See how the Greek key motif has evolved from decorative border to noteworthy detail to centerpiece—and beyond.

They say everything old is new again, and that’s surely true of the Greek key. It’s a design pattern both classic and classical* that can be traced to the fifth century B.C., the Golden Age of Greece. Curiously, versions of the Greek key have been found in the artifacts of other civilizations predating (and following) this period, but the motif has always been most closely associated with Greece.

At its most fundamental, the pattern, also known as the meander motif, is made up of a long, unbroken line that repeatedly folds back on itself. It’s said to mimic the ancient Meander River of Asia Minor, notable for its many twists and turns. (It’s the same 250-mile river known as the Menderes that flows through Turkey today.) The motif was believed to symbolize infinity, or the eternal flow of life. Among many other things, it was used as a decorative border on Greek pottery, mosaic tiles, and temples.

Fast forward to the eighteenth century, by which time the motif had made its way into the design vocabulary of most of Europe. It was an ornamental favorite during the French Empire and English Regency periods. And in the nineteenth century, archaeological digs in Greece, Rome, Egypt, and Pompeii turned up Greek key-inspired styles in furniture and art on both sides of the pond.

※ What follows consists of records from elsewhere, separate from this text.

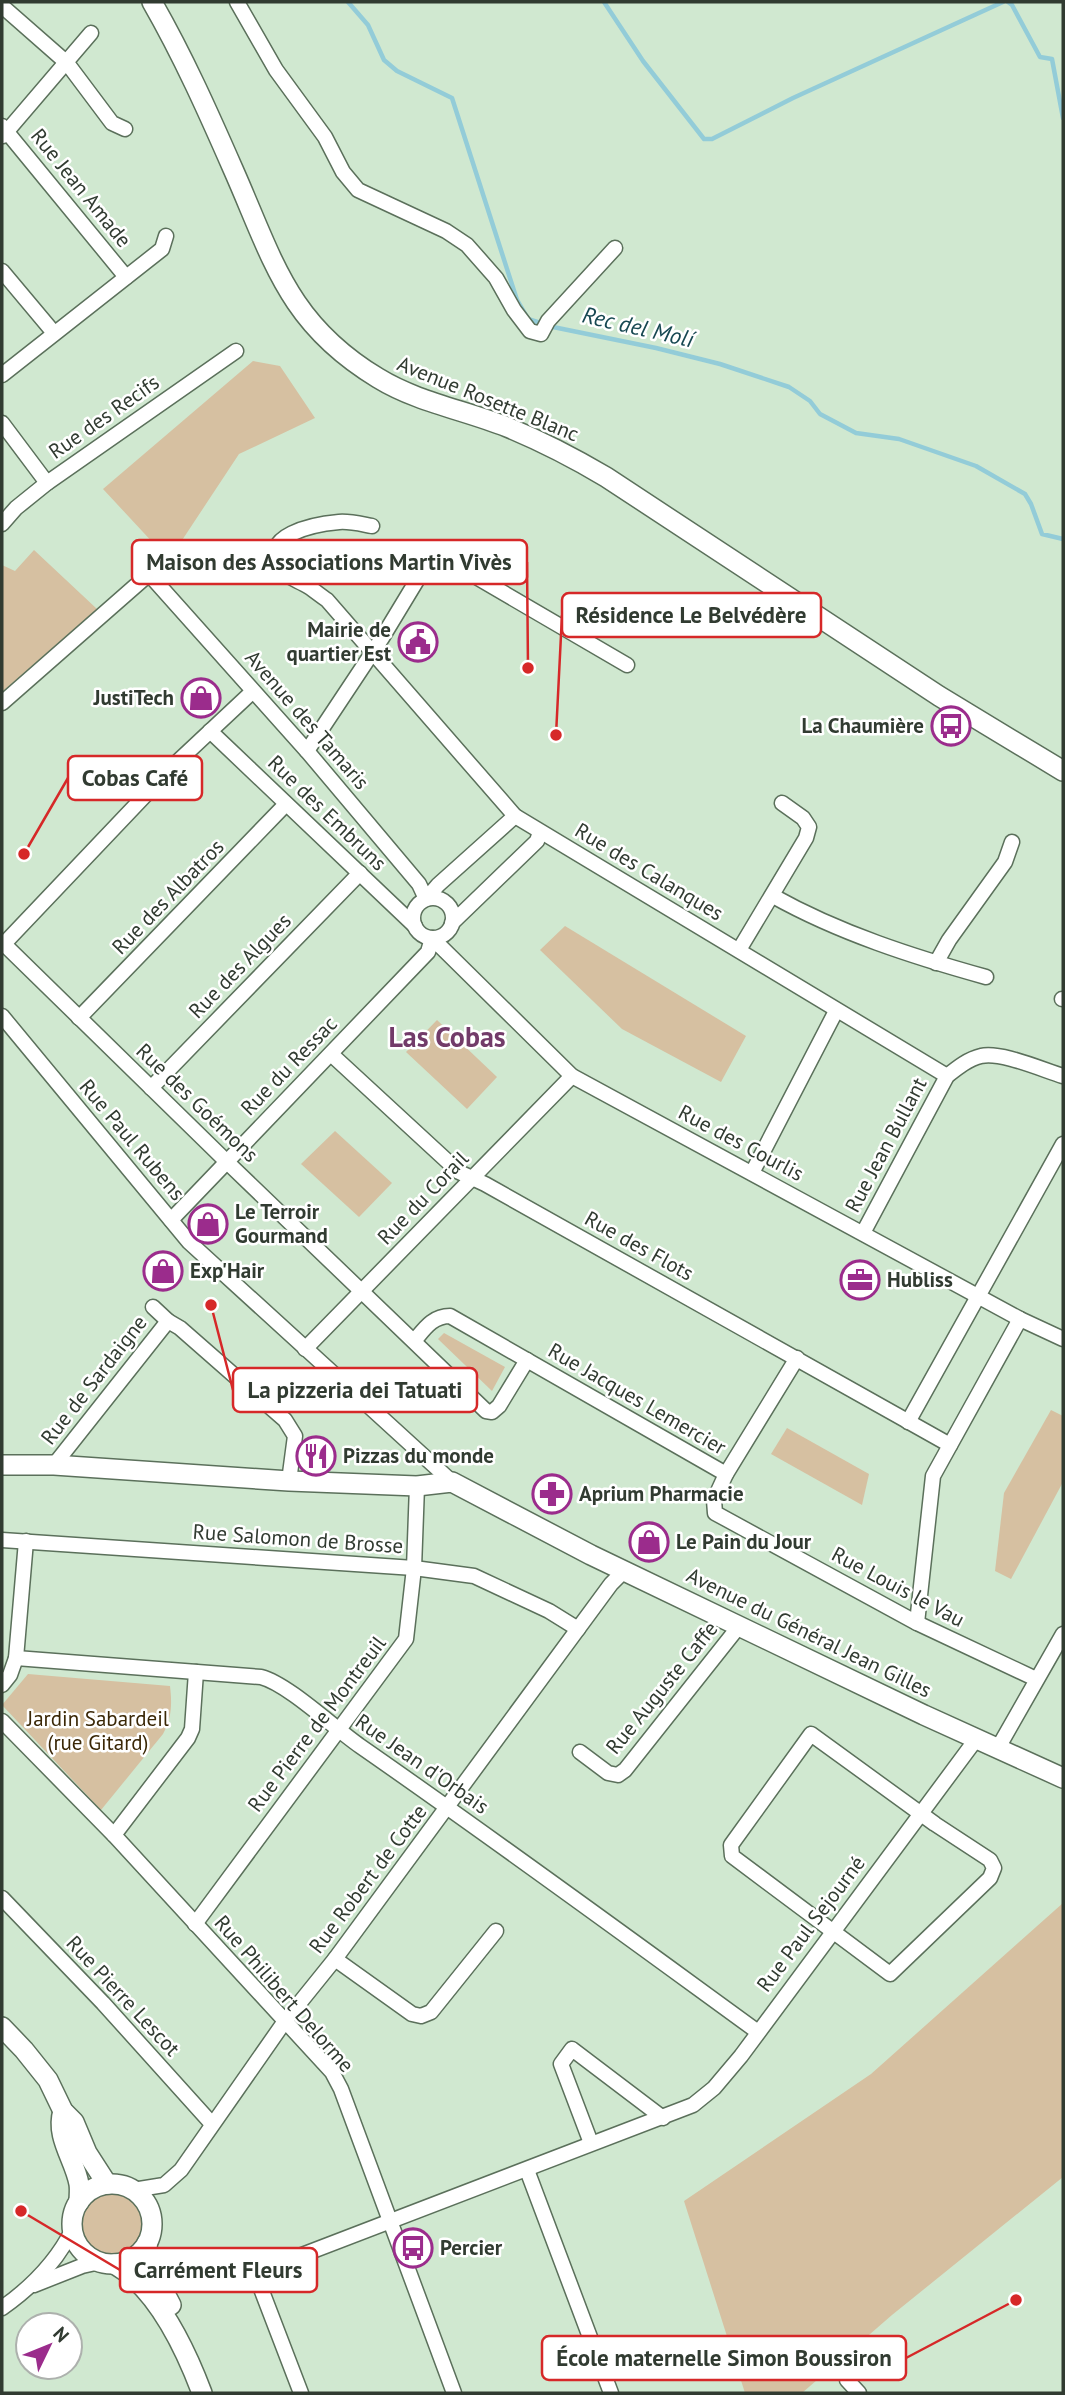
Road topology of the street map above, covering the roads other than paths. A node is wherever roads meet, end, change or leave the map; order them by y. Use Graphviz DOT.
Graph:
graph roads {
  1 [pos="152,2"];
  2 [pos="237,2"];
  3 [pos="2,6"];
  4 [pos="91,33"];
  5 [pos="67,63"];
  6 [pos="125,129"];
  7 [pos="4,132"];
  8 [pos="166,236"];
  9 [pos="615,248"];
  10 [pos="2,271"];
  11 [pos="127,277"];
  12 [pos="54,333"];
  13 [pos="236,351"];
  14 [pos="2,375"];
  15 [pos="2,423"];
  16 [pos="47,483"];
  17 [pos="2,524"];
  18 [pos="372,526"];
  19 [pos="372,652"];
  20 [pos="627,665"];
  21 [pos="252,692"];
  22 [pos="2,703"];
  23 [pos="210,731"];
  24 [pos="307,751"];
  25 [pos="1063,771"];
  26 [pos="782,803"];
  27 [pos="286,804"];
  28 [pos="515,816"];
  29 [pos="540,832"];
  30 [pos="1012,842"];
  31 [pos="360,873"];
  32 [pos="773,896"];
  33 [pos="426,899"];
  34 [pos="452,923"];
  35 [pos="415,926"];
  36 [pos="432,938"];
  37 [pos="3,945"];
  38 [pos="739,950"];
  39 [pos="936,963"];
  40 [pos="986,977"];
  41 [pos="836,1011"];
  42 [pos="2,1016"];
  43 [pos="79,1018"];
  44 [pos="331,1054"];
  45 [pos="572,1076"];
  46 [pos="947,1076"];
  47 [pos="1063,1076"];
  48 [pos="151,1088"];
  49 [pos="1063,1144"];
  50 [pos="227,1162"];
  51 [pos="752,1172"];
  52 [pos="471,1179"];
  53 [pos="171,1220"];
  54 [pos="863,1233"];
  55 [pos="362,1291"];
  56 [pos="978,1295"];
  57 [pos="153,1307"];
  58 [pos="1020,1319"];
  59 [pos="168,1321"];
  60 [pos="1063,1339"];
  61 [pos="415,1340"];
  62 [pos="305,1349"];
  63 [pos="797,1358"];
  64 [pos="527,1360"];
  65 [pos="908,1422"];
  66 [pos="950,1445"];
  67 [pos="2,1465"];
  68 [pos="54,1465"];
  69 [pos="726,1474"];
  70 [pos="289,1481"];
  71 [pos="452,1482"];
  72 [pos="417,1486"];
  73 [pos="2,1540"];
  74 [pos="26,1541"];
  75 [pos="414,1568"];
  76 [pos="624,1571"];
  77 [pos="917,1623"];
  78 [pos="740,1625"];
  79 [pos="578,1629"];
  80 [pos="1063,1634"];
  81 [pos="16,1658"];
  82 [pos="196,1672"];
  83 [pos="1036,1679"];
  84 [pos="2,1685"];
  85 [pos="2,1721"];
  86 [pos="338,1731"];
  87 [pos="977,1738"];
  88 [pos="998,1748"];
  89 [pos="579,1752"];
  90 [pos="1063,1778"];
  91 [pos="447,1807"];
  92 [pos="919,1813"];
  93 [pos="114,1835"];
  94 [pos="2,1898"];
  95 [pos="195,1924"];
  96 [pos="496,1931"];
  97 [pos="833,1931"];
  98 [pos="335,1959"];
  99 [pos="285,2021"];
  100 [pos="2,2027"];
  101 [pos="758,2032"];
  102 [pos="63,2111"];
  103 [pos="663,2118"];
  104 [pos="212,2124"];
  105 [pos="591,2143"];
  106 [pos="527,2170"];
  107 [pos="107,2184"];
  108 [pos="133,2190"];
  109 [pos="79,2202"];
  110 [pos="388,2220"];
  111 [pos="73,2229"];
  112 [pos="147,2243"];
  113 [pos="107,2263"];
  114 [pos="33,2286"];
  115 [pos="2,2308"];
  116 [pos="847,2380"];
  117 [pos="199,2386"];
  118 [pos="300,2393"];
  119 [pos="454,2393"];
  120 [pos="611,2393"];
  121 [pos="859,2393"];
  1 -- 25 [label="main road, Avenue Rosette Blanc"];
  2 -- 9 [label="street"];
  3 -- 5 [label="street"];
  4 -- 5 [label="street"];
  5 -- 6 [label="street"];
  5 -- 7 [label="street"];
  7 -- 11 [label="street, Rue Jean Amade"];
  8 -- 11 [label="street"];
  10 -- 12 [label="street"];
  11 -- 12 [label="street"];
  12 -- 14 [label="street"];
  13 -- 16 [label="street, Rue des Recifs"];
  15 -- 16 [label="street"];
  16 -- 17 [label="street, Rue des Recifs"];
  18 -- 19 [label="street, Rue des Calanques"];
  19 -- 20 [label="street"];
  19 -- 24 [label="street"];
  19 -- 28 [label="street, Rue des Calanques"];
  21 -- 22 [label="street, Avenue des Tamaris"];
  21 -- 23 [label="street"];
  21 -- 24 [label="street, Avenue des Tamaris"];
  23 -- 27 [label="street, Rue des Embruns"];
  23 -- 37 [label="street"];
  24 -- 33 [label="street, Avenue des Tamaris"];
  26 -- 32 [label="street"];
  27 -- 31 [label="street, Rue des Embruns"];
  27 -- 43 [label="street, Rue des Albatros"];
  28 -- 29 [label="street, Rue des Calanques"];
  28 -- 33 [label="street"];
  29 -- 34 [label="street"];
  29 -- 38 [label="street, Rue des Calanques"];
  30 -- 39 [label="street"];
  31 -- 35 [label="street, Rue des Embruns"];
  31 -- 48 [label="street, Rue des Algues"];
  32 -- 38 [label="street"];
  32 -- 39 [label="street"];
  33 -- 34 [label="street"];
  33 -- 35 [label="street"];
  34 -- 36 [label="street"];
  35 -- 36 [label="street"];
  36 -- 44 [label="street, Rue du Ressac"];
  36 -- 45 [label="street, Rue des Courlis"];
  37 -- 43 [label="street, Rue des Goémons"];
  38 -- 41 [label="street, Rue des Calanques"];
  39 -- 40 [label="street"];
  41 -- 46 [label="street, Rue des Calanques"];
  41 -- 51 [label="street"];
  42 -- 53 [label="street, Rue Paul Rubens"];
  43 -- 48 [label="street, Rue des Goémons"];
  44 -- 50 [label="street, Rue du Ressac"];
  44 -- 52 [label="street, Rue des Flots"];
  45 -- 51 [label="street, Rue des Courlis"];
  45 -- 52 [label="street, Rue du Corail"];
  46 -- 47 [label="street, Rue Jean Bullant"];
  46 -- 54 [label="street, Rue Jean Bullant"];
  48 -- 50 [label="street, Rue des Goémons"];
  49 -- 56 [label="street"];
  50 -- 53 [label="street, Rue du Ressac"];
  50 -- 55 [label="street, Rue des Goémons"];
  51 -- 54 [label="street, Rue des Courlis"];
  52 -- 55 [label="street, Rue du Corail"];
  52 -- 63 [label="street, Rue des Flots"];
  53 -- 62 [label="street, Rue Paul Rubens"];
  54 -- 56 [label="street, Rue des Courlis"];
  55 -- 61 [label="street, Rue des Goémons"];
  55 -- 62 [label="street, Rue du Corail"];
  56 -- 58 [label="street, Rue des Courlis"];
  56 -- 65 [label="street"];
  57 -- 59 [label="street, Rue de Sardaigne"];
  58 -- 60 [label="street, Rue des Courlis"];
  58 -- 66 [label="street"];
  59 -- 68 [label="street, Rue de Sardaigne"];
  59 -- 70 [label="street, Rue de Sardaigne"];
  61 -- 64 [label="street, Rue Jacques Lemercier"];
  61 -- 64 [label="street, Rue des Goémons"];
  62 -- 71 [label="street, Rue Paul Rubens"];
  63 -- 65 [label="street, Rue des Flots"];
  63 -- 69 [label="street, Rue Louis le Vau"];
  64 -- 69 [label="street, Rue Jacques Lemercier"];
  65 -- 66 [label="street, Rue des Flots"];
  66 -- 77 [label="street"];
  67 -- 68 [label="main road"];
  68 -- 70 [label="main road"];
  69 -- 77 [label="street, Rue Louis le Vau"];
  70 -- 72 [label="main road"];
  71 -- 72 [label="main road"];
  71 -- 76 [label="main road, Avenue du Général Jean Gilles"];
  72 -- 75 [label="street, Rue Pierre de Montreuil"];
  73 -- 74 [label="street, Rue Salomon de Brosse"];
  74 -- 75 [label="street, Rue Salomon de Brosse"];
  74 -- 81 [label="street"];
  75 -- 79 [label="street, Rue Salomon de Brosse"];
  75 -- 86 [label="street, Rue Pierre de Montreuil"];
  76 -- 78 [label="main road, Avenue du Général Jean Gilles"];
  76 -- 79 [label="street, Rue Robert de Cotte"];
  77 -- 83 [label="street, Rue Louis le Vau"];
  78 -- 87 [label="main road, Avenue du Général Jean Gilles"];
  78 -- 89 [label="street, Rue Auguste Caffe"];
  79 -- 91 [label="street, Rue Robert de Cotte"];
  80 -- 83 [label="street"];
  81 -- 82 [label="street, Rue Jean d'Orbais"];
  81 -- 84 [label="street"];
  82 -- 86 [label="street, Rue Jean d'Orbais"];
  82 -- 93 [label="street"];
  83 -- 88 [label="street"];
  85 -- 93 [label="street, Rue Philibert Delorme"];
  86 -- 91 [label="street, Rue Jean d'Orbais"];
  86 -- 95 [label="street, Rue Pierre de Montreuil"];
  87 -- 88 [label="main road, Avenue du Général Jean Gilles"];
  87 -- 92 [label="street, Rue Paul Sejourné"];
  88 -- 90 [label="main road, Avenue du Général Jean Gilles"];
  91 -- 98 [label="street, Rue Robert de Cotte"];
  91 -- 101 [label="street, Rue Jean d'Orbais"];
  92 -- 97 [label="street, Rue Paul Sejourné"];
  92 -- 97 [label="street"];
  92 -- 97 [label="street"];
  93 -- 95 [label="street, Rue Philibert Delorme"];
  94 -- 104 [label="street, Rue Pierre Lescot"];
  95 -- 99 [label="street, Rue Philibert Delorme"];
  96 -- 98 [label="street"];
  97 -- 101 [label="street, Rue Paul Sejourné"];
  98 -- 99 [label="street, Rue Robert de Cotte"];
  99 -- 104 [label="street, Rue Robert de Cotte"];
  99 -- 110 [label="street, Rue Philibert Delorme"];
  100 -- 102 [label="main road"];
  101 -- 103 [label="street, Rue Paul Sejourné"];
  102 -- 107 [label="main road"];
  102 -- 109 [label="main road"];
  103 -- 105 [label="street, Rue Paul Sejourné"];
  103 -- 105 [label="street"];
  104 -- 108 [label="street, Rue Robert de Cotte"];
  105 -- 106 [label="street, Rue Paul Sejourné"];
  106 -- 110 [label="street, Rue Paul Sejourné"];
  106 -- 120 [label="street"];
  107 -- 108 [label="main road"];
  107 -- 109 [label="main road"];
  108 -- 112 [label="main road"];
  109 -- 111 [label="main road"];
  110 -- 118 [label="street, Rue Paul Sejourné"];
  110 -- 119 [label="street, Rue Philibert Delorme"];
  111 -- 113 [label="main road"];
  111 -- 114 [label="street"];
  112 -- 113 [label="main road"];
  112 -- 117 [label="main road"];
  113 -- 114 [label="street"];
  113 -- 117 [label="main road"];
  114 -- 115 [label="street"];
  116 -- 121 [label="street"];
}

The Greek key figured prominently in the U.S. during the Hollywood Regency period, where it appeared on everything from chair arms and table legs to cabinet hardware, and it has remained a constant in present-day neoclassical architecture. Because of its elemental simplicity, it lends itself beautifully to contemporary uses in furnishings—from textile and rug patterns to metal bases and wood inlays. The Greek key border provides contrast on draperies, pillows, and bedding. It brings a fresh, stylish sensibility to any interior; there’s a reason why it’s stood the test of time.

Here are some key interpretations from our recent introductions.

An open base with Greek key contours lends the Delos Island side table a classic look and a light and airy feel.

The bold Greek key border on the demilune Kronos chest takes the piece from petite and practical to sublime.

What happens when the Greek key is the piece? Our Zee lacquered accent table turns the motif on its head, with contemporary flair.

Full disclosure: the Greek key nailhead detail is optional. But just how fetching is the Madie square ottoman when embellished like so?

Greek key feet and a smooth marble top combine to create the Willow Key, a little goddess of a table that can live in any room.

*Classic is used to describe something traditional, enduring, serving as a standard of excellence; while classical relates to the ancient Greek and Roman world, especially to its literature, art and architecture.